Average annual savings from this alternative approach to F-35 production might be $5 billion. Over time up to another $2 billion a year or so in savings would be achievable in operating accounts from the sum total of all these changes in tactical aircraft. These savings will not kick in right away, since it is important to get the F-35 production line working efficiently to keep unit costs in check. More of the savings will accrue in the 2020s.

It should also be remembered that a fair amount of risk is inherent in this alternative plan, since entirely canceling the F-35C Navy version of the plane will leave the Navy with less stealthy aircraft over the next decade. This is probably a tolerable risk but is not a trivial one.[9]  In an era of fiscal austerity and defense budget cuts, we need to take calculated risks in defense planning as a nation—not reckless risks, but calculated and reasonable ones.  I believe that halving the size of the planned overall F-35 buy follows that philosophy properly and prudently.



[1] This testimony is drawn largely from my recent Brookings book, Healing the Wounded Giant:  Maintaining Military Preeminence While Cutting the Defense Budget.

[2]Statement of Christine H. Fox, director of cost assessment and program evaluation, Department of Defense, before the Senate Armed Services Committee, May 19, 2011 (www.armed-services.senate.gov/e_witnesslist.cfm?id=5213); and Andrea Shalal-Ela, “Exclusive: U.S. Sees Lifetime Cost of F-35 Fighter at $1.45 Trillion,” Reuters, March 29, 2012 (www.reuters.com/article/2012/03/29/us-lockheed-fighter-idUSBRE82S03L20120329).

[3]See Statement of General James F. Amos before the House Armed Services Committee on the 2011 Posture of the United States Marine Corps, March 1, 2011, p. 13  (http://armedservices.house.gov/index.cfm/files/serve?File_id=6e6d479e-0bea-41a1-8f3d-44b3147640fe).

[4]See Captain Henry J. Hendicks and Lt.
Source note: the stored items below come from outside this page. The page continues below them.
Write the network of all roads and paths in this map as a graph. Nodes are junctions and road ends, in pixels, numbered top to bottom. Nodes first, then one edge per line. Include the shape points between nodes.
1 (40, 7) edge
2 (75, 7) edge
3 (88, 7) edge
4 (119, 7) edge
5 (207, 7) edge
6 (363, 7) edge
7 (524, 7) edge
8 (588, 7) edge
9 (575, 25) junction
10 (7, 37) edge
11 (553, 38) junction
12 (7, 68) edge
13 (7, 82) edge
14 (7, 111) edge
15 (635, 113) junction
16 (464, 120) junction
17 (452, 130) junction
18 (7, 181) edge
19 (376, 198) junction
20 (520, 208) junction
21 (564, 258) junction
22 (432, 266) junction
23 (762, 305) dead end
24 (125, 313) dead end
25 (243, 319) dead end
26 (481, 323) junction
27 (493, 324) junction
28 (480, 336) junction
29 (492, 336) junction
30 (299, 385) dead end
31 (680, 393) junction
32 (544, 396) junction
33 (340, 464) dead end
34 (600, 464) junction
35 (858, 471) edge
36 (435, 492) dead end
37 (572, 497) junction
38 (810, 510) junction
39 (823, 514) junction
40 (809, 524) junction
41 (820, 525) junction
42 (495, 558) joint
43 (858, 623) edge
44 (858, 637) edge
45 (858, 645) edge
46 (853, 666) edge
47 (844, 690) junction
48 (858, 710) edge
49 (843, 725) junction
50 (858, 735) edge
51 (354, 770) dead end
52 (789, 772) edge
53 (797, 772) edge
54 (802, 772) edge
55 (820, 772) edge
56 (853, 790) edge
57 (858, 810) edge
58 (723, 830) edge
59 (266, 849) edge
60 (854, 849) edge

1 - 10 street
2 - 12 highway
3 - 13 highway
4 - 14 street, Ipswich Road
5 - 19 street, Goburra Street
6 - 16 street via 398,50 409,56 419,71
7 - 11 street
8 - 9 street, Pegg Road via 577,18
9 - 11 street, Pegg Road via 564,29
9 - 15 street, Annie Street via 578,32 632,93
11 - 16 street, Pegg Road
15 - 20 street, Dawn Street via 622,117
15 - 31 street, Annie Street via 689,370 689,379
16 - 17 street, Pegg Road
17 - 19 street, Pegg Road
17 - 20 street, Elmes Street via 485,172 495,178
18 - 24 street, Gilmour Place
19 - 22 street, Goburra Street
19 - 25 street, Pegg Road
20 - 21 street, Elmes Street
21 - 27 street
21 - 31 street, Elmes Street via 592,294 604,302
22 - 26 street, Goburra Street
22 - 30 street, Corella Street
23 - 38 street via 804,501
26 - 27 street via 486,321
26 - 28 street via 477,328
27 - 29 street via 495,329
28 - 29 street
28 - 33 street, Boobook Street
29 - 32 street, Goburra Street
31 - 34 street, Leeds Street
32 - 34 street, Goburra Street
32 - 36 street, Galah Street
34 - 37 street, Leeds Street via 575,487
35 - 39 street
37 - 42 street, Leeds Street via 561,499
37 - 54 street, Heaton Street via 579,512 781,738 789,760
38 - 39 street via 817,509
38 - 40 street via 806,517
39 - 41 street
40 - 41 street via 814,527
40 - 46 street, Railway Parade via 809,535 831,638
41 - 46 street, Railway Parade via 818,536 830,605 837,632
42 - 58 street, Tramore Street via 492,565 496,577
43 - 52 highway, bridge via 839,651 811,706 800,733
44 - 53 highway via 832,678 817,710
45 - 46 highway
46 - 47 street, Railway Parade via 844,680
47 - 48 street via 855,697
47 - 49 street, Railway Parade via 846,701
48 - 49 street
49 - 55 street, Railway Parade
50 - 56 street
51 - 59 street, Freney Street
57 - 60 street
Col. J. Noel Williams, “Twilight of the $UPERfluous Carrier,” Proceedings (U.S. Naval Institute, May 2011)  (www.usni.org/magazines/proceedings/2011-05/twilight-uperfluous-carrier).

[5]Northrop Grumman,”X-47B UCAS,” (Washington: 2013) (www.as.northropgrumman.com/products/nucasx47b/index.html). An additional virtue of unmanned systems is the ability to conduct training for pilots less expensively.

[6]See U.S. Air Force, Fact Sheet on MQ-9 Reaper, January 2012 (www.af.mil/information/factsheets/factsheet.asp?id=6405); and Congressional Budget Office, Policy Options for Unmanned Aircraft Systems (Washington: June 2011), pp. ix–x (www.cbo.gov/sites/default/files/cbofiles/ftpdocs/121xx/doc12163/06-08-uas.pdf).

[7]These are ongoing; see Bill Carey, “F-35 Delay Forces $3 Billion Upgrade Request for U.S. Air Force F-16s” AINOnline, November 4, 2011 (www.ainonline.com/aviation-news/ain-defense-perspective/2011-11-04/f-35-delay-forces-3-billion-upgrade-request-us-air-force-f-16s).

[8]Leithen Francis, “Mission Impossible,” Aviation Week and Space Technology, August 15, 2011, p. 27.

[9]The chief of naval operations, while not abandoning support for the F-35C, has nonetheless voiced some doubts about the central role of stealth in future force planning. See Admiral Jonathan W. Greenert, “Payloads over Platforms: Charting a New Course,” Proceedings, vol. 138, no. 7 (U.S. Naval Institute, July 2012) (www.usni.org/magazines/proceedings/2012-07/payloads-over-platforms-charting-new-course).